Why we need more women in tech in Nigeria
May 31, 2019|
Tech4Dev (Technology for Social Change and Development) initiated The Nigerian Women Techsters program, a program to train 2,400 women on programming skills in Nigeria.
The numbers are shocking: women make up less than 22% of the total number of engineering and technology university graduate in Nigeria. Data from the National Bureau of statistics show that between the past three years, the figure of women graduating with a qualification in computer science has declined.
Why does this under-representation of women matter? Research has shown that teams perform far better when Individuals from different genders, races, backgrounds, and experiences bring diverse perspectives to create solutions. They bring innovative solutions to whichever problems they are tackling, and Nigeria needs these innovations for development.

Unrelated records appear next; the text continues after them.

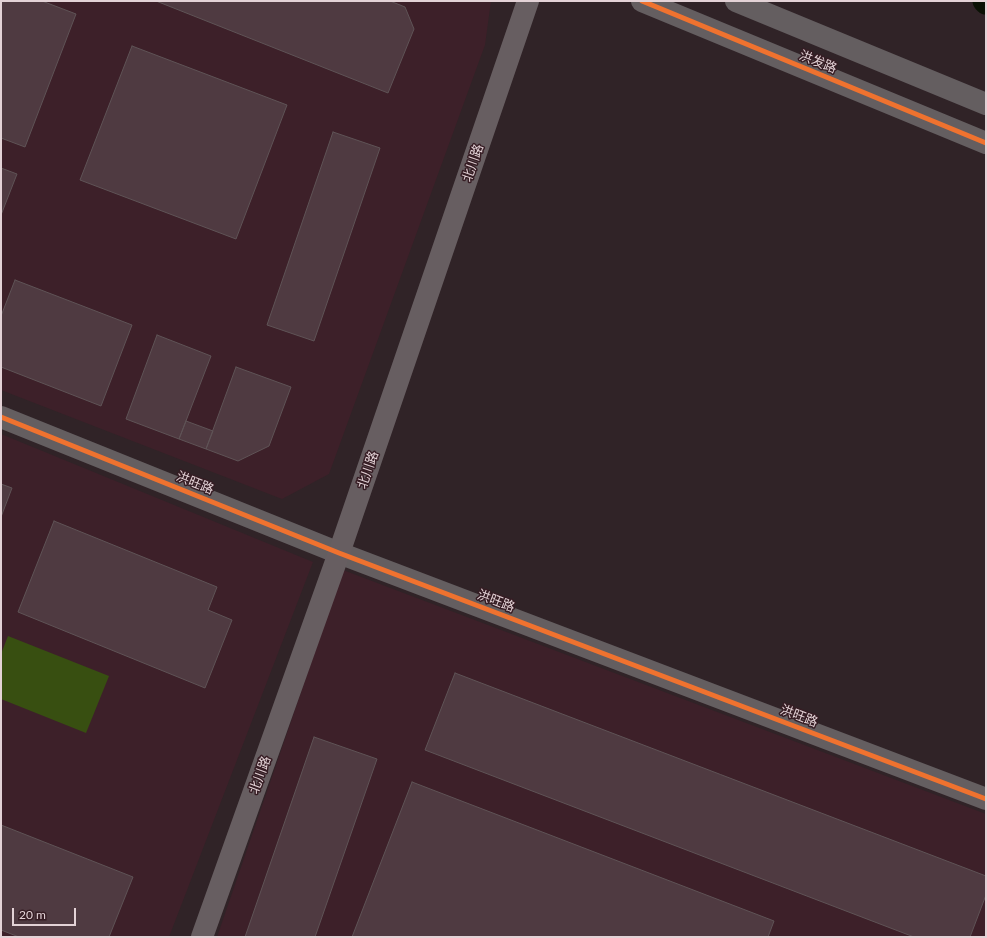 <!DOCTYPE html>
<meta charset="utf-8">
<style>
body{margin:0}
#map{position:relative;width:987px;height:938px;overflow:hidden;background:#302327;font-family:Lato,sans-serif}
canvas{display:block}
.frame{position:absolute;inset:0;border:2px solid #e3d2d6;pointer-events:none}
.scale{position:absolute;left:12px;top:908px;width:64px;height:18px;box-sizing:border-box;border:2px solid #e3d2d6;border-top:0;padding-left:5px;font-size:12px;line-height:14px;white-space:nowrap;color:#e3d2d6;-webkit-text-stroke:3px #361d24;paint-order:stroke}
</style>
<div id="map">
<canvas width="987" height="938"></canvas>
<div class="frame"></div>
<div class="scale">20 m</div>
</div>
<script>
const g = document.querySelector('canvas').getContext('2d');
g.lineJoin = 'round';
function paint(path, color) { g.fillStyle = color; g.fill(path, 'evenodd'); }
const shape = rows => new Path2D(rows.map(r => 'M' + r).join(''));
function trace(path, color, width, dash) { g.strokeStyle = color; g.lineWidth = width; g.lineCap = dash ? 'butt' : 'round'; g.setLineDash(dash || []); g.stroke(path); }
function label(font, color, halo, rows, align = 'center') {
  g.font = font + ' Lato,"Noto Sans SC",sans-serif'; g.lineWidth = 3; g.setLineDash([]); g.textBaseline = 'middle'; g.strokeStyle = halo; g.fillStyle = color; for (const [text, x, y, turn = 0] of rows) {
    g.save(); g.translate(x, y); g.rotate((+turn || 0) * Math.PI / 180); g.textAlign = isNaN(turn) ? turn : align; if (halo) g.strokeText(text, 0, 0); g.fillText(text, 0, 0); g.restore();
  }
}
paint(shape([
 [1,1,491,1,485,45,329,474,282,499,1,390],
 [1,434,313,562,169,937,1,937],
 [343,570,986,814,986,937,217,937]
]), '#3d2029');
paint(shape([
 [8,636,109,676,86,733,1,699,1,654]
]), '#384f11');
trace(shape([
 [984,1,986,3]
]), '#0a1104', 23);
const building = shape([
 [1,1,42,1,76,14,25,147,1,138,1,1],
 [156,1,390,1,405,7,414,29,388,93,156,1],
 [132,46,287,105,236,239,80,180,132,46],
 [333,132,380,148,314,341,267,325,333,132],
 [1,168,17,174,1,215,1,168],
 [15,280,132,325,101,406,1,367,1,316,15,280],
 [157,335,211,356,179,439,126,419,157,335],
 [236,367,291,387,269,446,238,461,206,449,236,367],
 [186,421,213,431,206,449,179,439,186,421],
 [1,484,12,488,1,517,1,484],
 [54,521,217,587,208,610,232,620,205,688,18,612,54,521],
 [455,673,986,876,986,895,970,937,914,937,425,750,455,673],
 [314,737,377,759,315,937,245,937,314,737],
 [412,782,774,921,768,937,352,937,412,782],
 [1,825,133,877,109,937,19,937,1,930,1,825]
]);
paint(building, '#4f3a41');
trace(building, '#5f5356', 1);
trace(shape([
 [642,1,986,143],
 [736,1,986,104],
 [1,417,339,553,986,799]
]), '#645e60', 22);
trace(shape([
 [202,937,339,553,528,1]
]), '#675e61', 22);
trace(shape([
 [642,1,986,143],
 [1,417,339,553,986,799]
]), '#ef722f', 5);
label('13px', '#e3d2d6', '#361d24', [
 ["洪发路",818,62,22],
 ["北川路",473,163,-71],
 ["北川路",368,470,-71],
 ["洪旺路",195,483,22],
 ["洪旺路",496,601,21],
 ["洪旺路",799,716,21],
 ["北川路",260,775,-70]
]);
</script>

The fourth industrial revolution is upon us; given the changes that are coming with the technology revolution, all hands should be on deck. The skills that women bring to the table are now profitable and vital; women can understand body language, ability to make the team, mentor people, and generally emotional intelligence. Everyone will benefit when companies and groups have a diverse workforce. The number of jobs in the programming world is steadily increasing, 90% of the jobs in the next ten years will require technology skills and knowledge. World economic forum recently released a report of how the future of work is going to take several jobs with automation and computing. These jobs are also well paid because these fields are crucial to reaping the reward of an automated future, which include higher standards of living, access to education, improved healthcare, and geometric economic growth. Programming/digital skills are also crucial in dealing with the environmental impact of digitalization such as climate change, reorientation of job sector, desolation, cybercrime. These make it highly significant that women reap the benefits and are involved in finding solutions to these problems.
Some of the reasons why women participation in digital skills is low are harassment, peer pressure, lack of role models, lack of encouragement, lack of programming opportunities. It has been proved that it is not an ability issue. Women from local areas in Nigeria face prejudice twice over the male folks; in some areas, girls still struggle to access basic education and also acceptance in the workplace.
Many women in Nigeria are rising to rectify this situation, which has been bringing positive result with an increase in the number of women programmers in Nigeria.
There is a need for more opportunities to learn the skills needed for the future of work and not only to learn but also provide mentoring, employment opportunities and business resources to women in underserved communities in Nigeria.
Nigerian women Techsters program has since inception trained over 1,200 women in programming skills which include sessions in web and mobile development, embedded systems and games development. With feedback from the beneficiaries, it is evident that women want to make a difference in the world. These women place a high value on careers that involve working with people and creating solutions that ultimately improve their lives and their community.
We put this into practice by creating a project challenge (demo) for the beneficiaries that entails creating solutions to solve any of the sustainable development goals. The project has since had significant success with an emphasis on using technology on problem-solving, sustainable impact, and collaboration.